OUTSIDE THE COMFORT ZONE
High Mayhem goes deep inside the noise
his weekend, High Mayhem Emerging Arts wraps up its Fall Series, four concerts showcasing local and national experimental, improvisational, and avant-garde music acts. It’s the first fall concert series at High Mayhem’s studio space on Siler Lane, which was improved to make the setup and breakdown of equipment for music showcases less of a chore and to make the space more inviting to casual listeners. The last concert in the Fall Series is Saturday, Oct. 16.
“Are you willing to sit through up to 40 minutes of what you may consider just random noise before something deeper reveals itself to you?” series curator and participating musician Carlos Santistevan told Pasatiempo when asked if it takes a special breed of individual to appreciate what many people have a hard time calling music.
When people unfamiliar with experimental music hear it for the first time, their reactions often remind Santistevan of a die-hard hamburger eater being offered sushi for the first time. “They think, Eew, it’s raw fish!” he said. “But if you can get them to forget their conditioning ... they might actually discover an incredible new flavor and sensation. It’s the same thing with music. You put something new in front of people, and the reaction will often be, ‘What’s this fancy frou-frou stuff?’ because it’s unfamiliar. But I think most people who say they like music really don’t. They think they do, but if you ask them what they like, they pretty much like the songs from when they were teenagers, or they like what the media and popular culture tell them they’re supposed to enjoy. It’s creative suicide by overexposure — a lifetime of settling for ground chuck. Many people just don’t branch out and listen to new things. But you absolutely have to put yourself in an uncomfortable environment in order to learn and grow these days.”
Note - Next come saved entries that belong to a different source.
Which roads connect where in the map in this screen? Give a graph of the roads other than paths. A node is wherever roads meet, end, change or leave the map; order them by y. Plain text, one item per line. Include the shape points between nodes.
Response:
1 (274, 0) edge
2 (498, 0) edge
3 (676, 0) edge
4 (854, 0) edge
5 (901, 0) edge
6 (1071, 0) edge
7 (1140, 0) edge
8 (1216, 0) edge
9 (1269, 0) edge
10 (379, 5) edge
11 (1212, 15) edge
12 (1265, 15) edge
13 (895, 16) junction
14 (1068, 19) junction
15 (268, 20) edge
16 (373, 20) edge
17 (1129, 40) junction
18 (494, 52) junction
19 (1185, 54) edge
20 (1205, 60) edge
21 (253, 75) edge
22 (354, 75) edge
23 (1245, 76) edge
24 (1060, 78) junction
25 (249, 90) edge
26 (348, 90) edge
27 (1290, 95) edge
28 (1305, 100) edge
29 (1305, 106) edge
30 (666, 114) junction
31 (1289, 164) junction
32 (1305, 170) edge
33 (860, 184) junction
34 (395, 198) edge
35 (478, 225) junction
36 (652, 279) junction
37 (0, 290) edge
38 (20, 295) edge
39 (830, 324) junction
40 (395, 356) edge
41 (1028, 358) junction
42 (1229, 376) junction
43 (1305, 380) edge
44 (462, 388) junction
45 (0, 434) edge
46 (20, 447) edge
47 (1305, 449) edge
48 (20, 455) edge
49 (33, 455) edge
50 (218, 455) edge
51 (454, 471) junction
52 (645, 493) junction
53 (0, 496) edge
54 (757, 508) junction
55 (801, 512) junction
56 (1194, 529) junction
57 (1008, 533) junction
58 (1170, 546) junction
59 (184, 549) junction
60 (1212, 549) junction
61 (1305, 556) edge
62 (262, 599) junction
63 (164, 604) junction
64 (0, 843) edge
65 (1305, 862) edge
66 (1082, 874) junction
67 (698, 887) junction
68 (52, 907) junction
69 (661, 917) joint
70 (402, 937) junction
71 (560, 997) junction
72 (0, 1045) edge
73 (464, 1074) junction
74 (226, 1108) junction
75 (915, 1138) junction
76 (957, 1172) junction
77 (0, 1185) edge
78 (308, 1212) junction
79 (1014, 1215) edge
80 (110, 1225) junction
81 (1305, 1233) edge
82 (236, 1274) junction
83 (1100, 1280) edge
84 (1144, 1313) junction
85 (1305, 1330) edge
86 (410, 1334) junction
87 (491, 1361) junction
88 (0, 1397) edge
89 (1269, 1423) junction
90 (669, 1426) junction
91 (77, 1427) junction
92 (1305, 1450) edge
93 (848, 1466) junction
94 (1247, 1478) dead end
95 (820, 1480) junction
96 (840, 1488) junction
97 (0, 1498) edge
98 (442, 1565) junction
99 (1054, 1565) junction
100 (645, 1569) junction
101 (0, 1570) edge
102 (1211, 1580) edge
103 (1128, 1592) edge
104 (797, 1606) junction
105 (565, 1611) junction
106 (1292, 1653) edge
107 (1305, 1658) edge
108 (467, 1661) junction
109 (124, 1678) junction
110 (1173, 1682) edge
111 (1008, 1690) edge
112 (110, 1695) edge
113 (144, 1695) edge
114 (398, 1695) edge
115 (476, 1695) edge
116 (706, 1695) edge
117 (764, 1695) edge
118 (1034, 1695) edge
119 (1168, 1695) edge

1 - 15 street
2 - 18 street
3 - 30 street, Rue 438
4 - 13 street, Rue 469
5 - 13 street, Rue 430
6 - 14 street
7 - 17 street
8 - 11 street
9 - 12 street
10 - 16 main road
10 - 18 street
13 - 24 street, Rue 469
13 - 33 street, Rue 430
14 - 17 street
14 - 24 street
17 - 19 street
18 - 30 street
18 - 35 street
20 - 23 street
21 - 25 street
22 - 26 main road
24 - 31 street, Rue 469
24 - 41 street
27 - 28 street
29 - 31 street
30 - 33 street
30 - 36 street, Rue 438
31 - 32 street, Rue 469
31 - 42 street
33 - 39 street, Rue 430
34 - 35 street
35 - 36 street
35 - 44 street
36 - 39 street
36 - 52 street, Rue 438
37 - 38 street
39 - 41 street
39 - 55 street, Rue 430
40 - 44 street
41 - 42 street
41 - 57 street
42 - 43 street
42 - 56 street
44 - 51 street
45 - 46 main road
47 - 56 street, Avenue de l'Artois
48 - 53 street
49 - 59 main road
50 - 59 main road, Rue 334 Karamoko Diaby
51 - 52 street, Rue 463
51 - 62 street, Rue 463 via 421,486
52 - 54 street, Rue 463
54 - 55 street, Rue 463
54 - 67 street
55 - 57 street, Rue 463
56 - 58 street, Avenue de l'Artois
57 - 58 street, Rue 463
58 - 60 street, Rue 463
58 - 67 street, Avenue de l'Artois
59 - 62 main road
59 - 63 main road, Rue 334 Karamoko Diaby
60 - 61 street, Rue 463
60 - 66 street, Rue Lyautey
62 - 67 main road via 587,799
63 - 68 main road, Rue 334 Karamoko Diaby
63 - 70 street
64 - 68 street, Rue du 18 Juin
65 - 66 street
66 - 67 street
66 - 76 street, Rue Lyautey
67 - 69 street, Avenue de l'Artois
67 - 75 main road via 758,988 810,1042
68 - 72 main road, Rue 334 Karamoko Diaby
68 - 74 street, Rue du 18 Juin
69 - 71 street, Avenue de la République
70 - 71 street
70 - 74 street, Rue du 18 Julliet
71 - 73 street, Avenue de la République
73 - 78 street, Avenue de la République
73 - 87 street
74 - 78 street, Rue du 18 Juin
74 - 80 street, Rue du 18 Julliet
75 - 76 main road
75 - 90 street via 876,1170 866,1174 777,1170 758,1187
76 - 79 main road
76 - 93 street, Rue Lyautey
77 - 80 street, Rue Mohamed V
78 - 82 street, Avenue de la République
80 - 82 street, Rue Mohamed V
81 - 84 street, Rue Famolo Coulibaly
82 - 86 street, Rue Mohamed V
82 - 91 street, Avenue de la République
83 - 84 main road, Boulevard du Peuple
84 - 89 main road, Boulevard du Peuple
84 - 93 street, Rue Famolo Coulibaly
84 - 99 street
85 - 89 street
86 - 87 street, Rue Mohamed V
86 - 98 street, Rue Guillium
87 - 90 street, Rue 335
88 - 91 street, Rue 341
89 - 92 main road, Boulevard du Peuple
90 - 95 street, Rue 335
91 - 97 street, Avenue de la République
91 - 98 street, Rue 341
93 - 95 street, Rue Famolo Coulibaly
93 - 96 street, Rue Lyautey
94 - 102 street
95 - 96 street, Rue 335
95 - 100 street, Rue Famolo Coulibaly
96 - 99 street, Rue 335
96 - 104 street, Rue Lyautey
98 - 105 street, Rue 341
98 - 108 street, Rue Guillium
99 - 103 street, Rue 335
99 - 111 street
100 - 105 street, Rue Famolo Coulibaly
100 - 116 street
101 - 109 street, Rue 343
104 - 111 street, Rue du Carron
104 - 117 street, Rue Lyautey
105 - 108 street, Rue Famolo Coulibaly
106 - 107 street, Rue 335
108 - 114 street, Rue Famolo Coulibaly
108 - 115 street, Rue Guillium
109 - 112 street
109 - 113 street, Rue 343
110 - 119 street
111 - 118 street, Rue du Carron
Santistevan, a science teacher at the Academy for Technology and the Classics charter school and a longtime member of the decade-old High Mayhem collective, believes it takes a willing, active listener to “get” what he and other experimental musicians do. “Oftentimes, the music isn’t about a hook or a lick,” he said. “You just have to sit there and try to discover the unique space the music creates. It — and nobody and nothing else — is going to do it for you.”
So how do you make experimental music palatable to someone who only likes hamburger music? “I don’t honestly know if you can or should,” Santistevan said. He recalled an incident that occurred this summer, when he participated in a teaching workshop at the Santa Fe Institute: “It was this really heady thing. I did my presentation on using these algorithms to create music, applying principles of network science being studied there. I dropped these agents into the algorithms, and they would become these different instruments.”
When Santistevan presented his project to workshop participants, half of them were upset, he said. “You know, ‘How can you possibly do this, and how can you possibly dare call this music?’” The other half loved it. “The same thing happens when my band, Late Severa Wires, plays on the road,” he said. “We generally get only two responses. People are either completely into what we’re doing and think it’s some of the most profound art and music they’ve ever seen or heard, or they have to run out the door screaming, pissed off or totally confused.”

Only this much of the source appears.